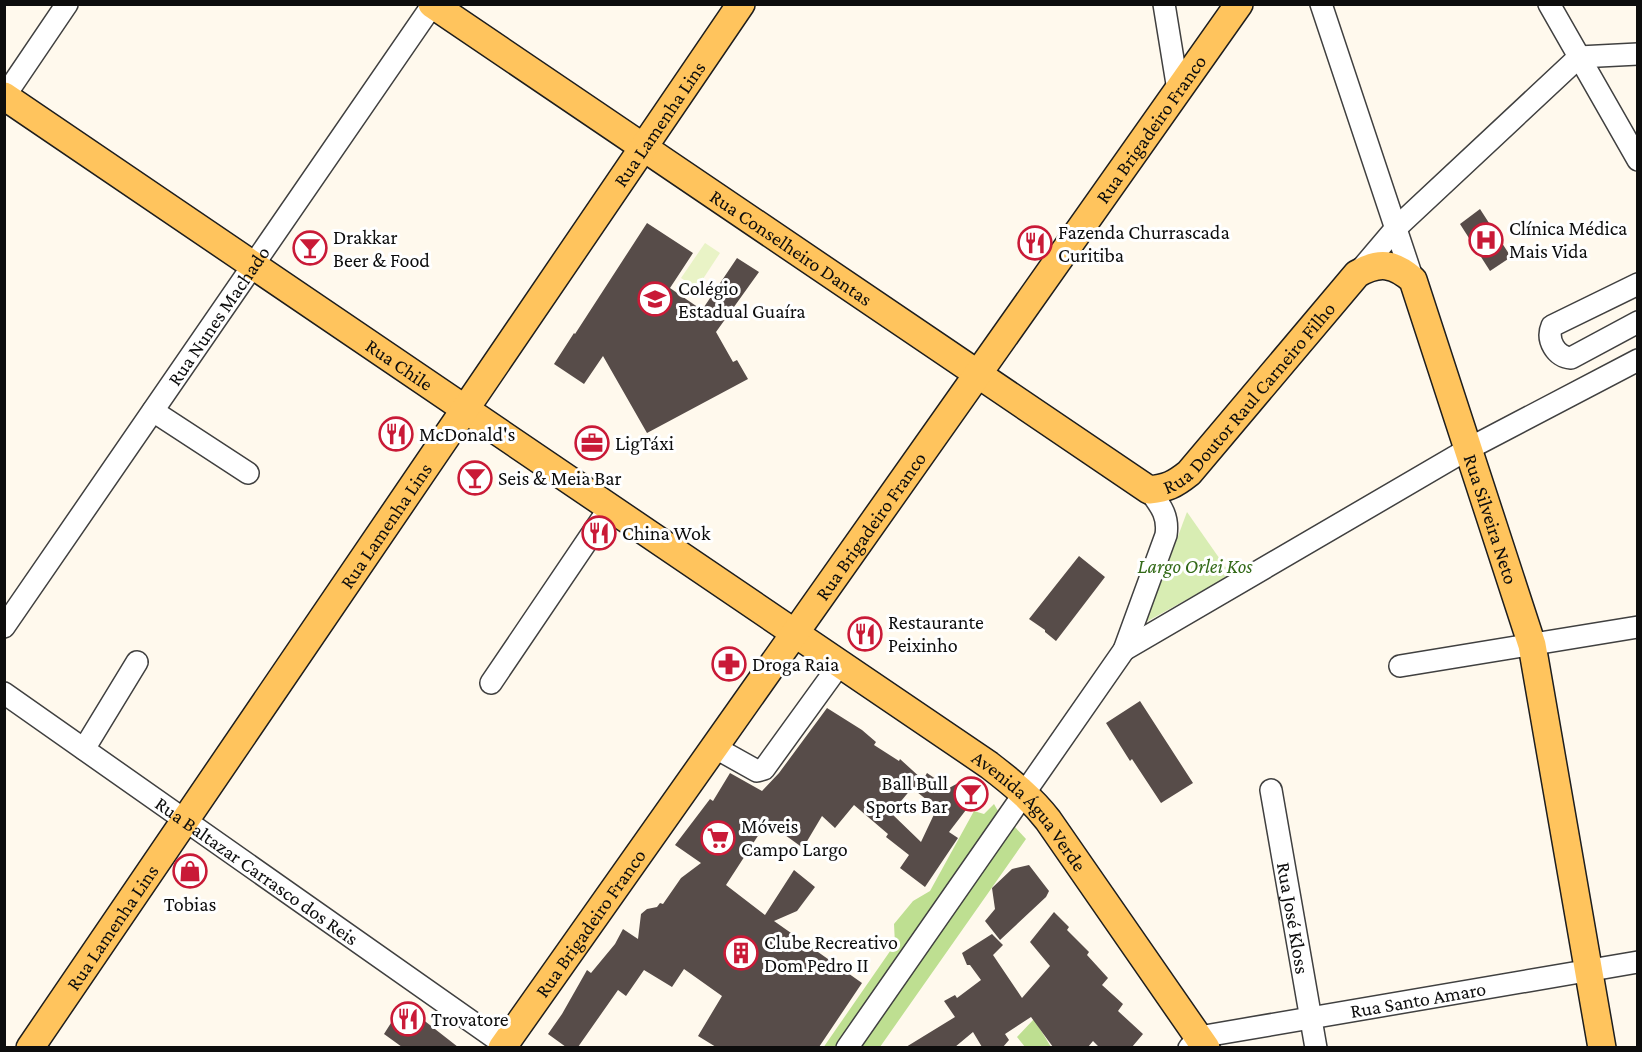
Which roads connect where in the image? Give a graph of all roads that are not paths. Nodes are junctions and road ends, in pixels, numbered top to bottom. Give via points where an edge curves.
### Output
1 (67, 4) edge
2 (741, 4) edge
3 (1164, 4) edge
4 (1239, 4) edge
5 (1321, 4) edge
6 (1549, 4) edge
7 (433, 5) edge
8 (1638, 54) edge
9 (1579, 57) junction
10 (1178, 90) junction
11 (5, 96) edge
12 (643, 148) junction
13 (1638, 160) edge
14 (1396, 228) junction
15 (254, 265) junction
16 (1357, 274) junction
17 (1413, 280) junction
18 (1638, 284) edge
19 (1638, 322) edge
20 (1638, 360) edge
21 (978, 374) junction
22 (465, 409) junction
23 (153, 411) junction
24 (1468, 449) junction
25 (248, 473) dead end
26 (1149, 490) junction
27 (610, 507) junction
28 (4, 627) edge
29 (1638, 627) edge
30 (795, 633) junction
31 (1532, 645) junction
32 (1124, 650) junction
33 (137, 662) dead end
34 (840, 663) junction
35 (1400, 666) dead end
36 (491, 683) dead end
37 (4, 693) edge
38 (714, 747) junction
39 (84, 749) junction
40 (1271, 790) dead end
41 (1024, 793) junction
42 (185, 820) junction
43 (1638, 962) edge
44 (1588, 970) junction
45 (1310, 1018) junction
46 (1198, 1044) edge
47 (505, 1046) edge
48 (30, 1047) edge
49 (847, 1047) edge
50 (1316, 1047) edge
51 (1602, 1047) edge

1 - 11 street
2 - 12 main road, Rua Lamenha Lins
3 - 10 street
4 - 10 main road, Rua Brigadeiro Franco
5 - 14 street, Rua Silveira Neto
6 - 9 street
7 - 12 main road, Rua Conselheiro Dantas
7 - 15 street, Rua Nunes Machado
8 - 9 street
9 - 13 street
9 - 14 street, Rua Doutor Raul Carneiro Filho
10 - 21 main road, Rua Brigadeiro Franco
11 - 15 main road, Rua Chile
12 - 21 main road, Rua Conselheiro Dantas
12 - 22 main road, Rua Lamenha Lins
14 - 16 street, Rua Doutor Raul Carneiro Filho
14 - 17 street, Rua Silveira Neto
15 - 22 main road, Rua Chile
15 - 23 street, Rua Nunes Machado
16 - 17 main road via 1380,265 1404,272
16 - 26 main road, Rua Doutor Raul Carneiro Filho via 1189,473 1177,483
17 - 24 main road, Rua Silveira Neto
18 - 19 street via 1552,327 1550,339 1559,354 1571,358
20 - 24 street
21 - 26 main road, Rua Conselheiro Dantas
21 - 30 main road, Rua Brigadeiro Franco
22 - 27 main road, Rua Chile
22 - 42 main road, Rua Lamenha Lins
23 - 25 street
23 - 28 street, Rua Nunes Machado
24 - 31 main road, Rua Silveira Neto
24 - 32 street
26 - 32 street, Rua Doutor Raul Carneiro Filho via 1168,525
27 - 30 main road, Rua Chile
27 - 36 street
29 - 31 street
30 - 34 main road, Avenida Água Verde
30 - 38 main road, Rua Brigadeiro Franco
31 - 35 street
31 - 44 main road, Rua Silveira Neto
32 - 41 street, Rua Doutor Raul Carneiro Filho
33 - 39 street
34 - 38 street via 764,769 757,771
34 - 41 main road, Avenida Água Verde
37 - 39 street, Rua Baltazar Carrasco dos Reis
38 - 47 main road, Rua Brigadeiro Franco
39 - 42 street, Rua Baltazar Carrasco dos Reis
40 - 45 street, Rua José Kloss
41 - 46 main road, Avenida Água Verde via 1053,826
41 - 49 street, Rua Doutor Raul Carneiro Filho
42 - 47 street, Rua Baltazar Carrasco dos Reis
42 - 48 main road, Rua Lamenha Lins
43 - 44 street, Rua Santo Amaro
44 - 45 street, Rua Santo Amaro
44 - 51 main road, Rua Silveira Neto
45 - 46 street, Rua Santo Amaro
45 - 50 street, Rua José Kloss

▸ **Requirement**
Find every line of the data that includes the string "Kloss". Copy each of those lines.

▸ **Expected output**
40 - 45 street, Rua José Kloss
45 - 50 street, Rua José Kloss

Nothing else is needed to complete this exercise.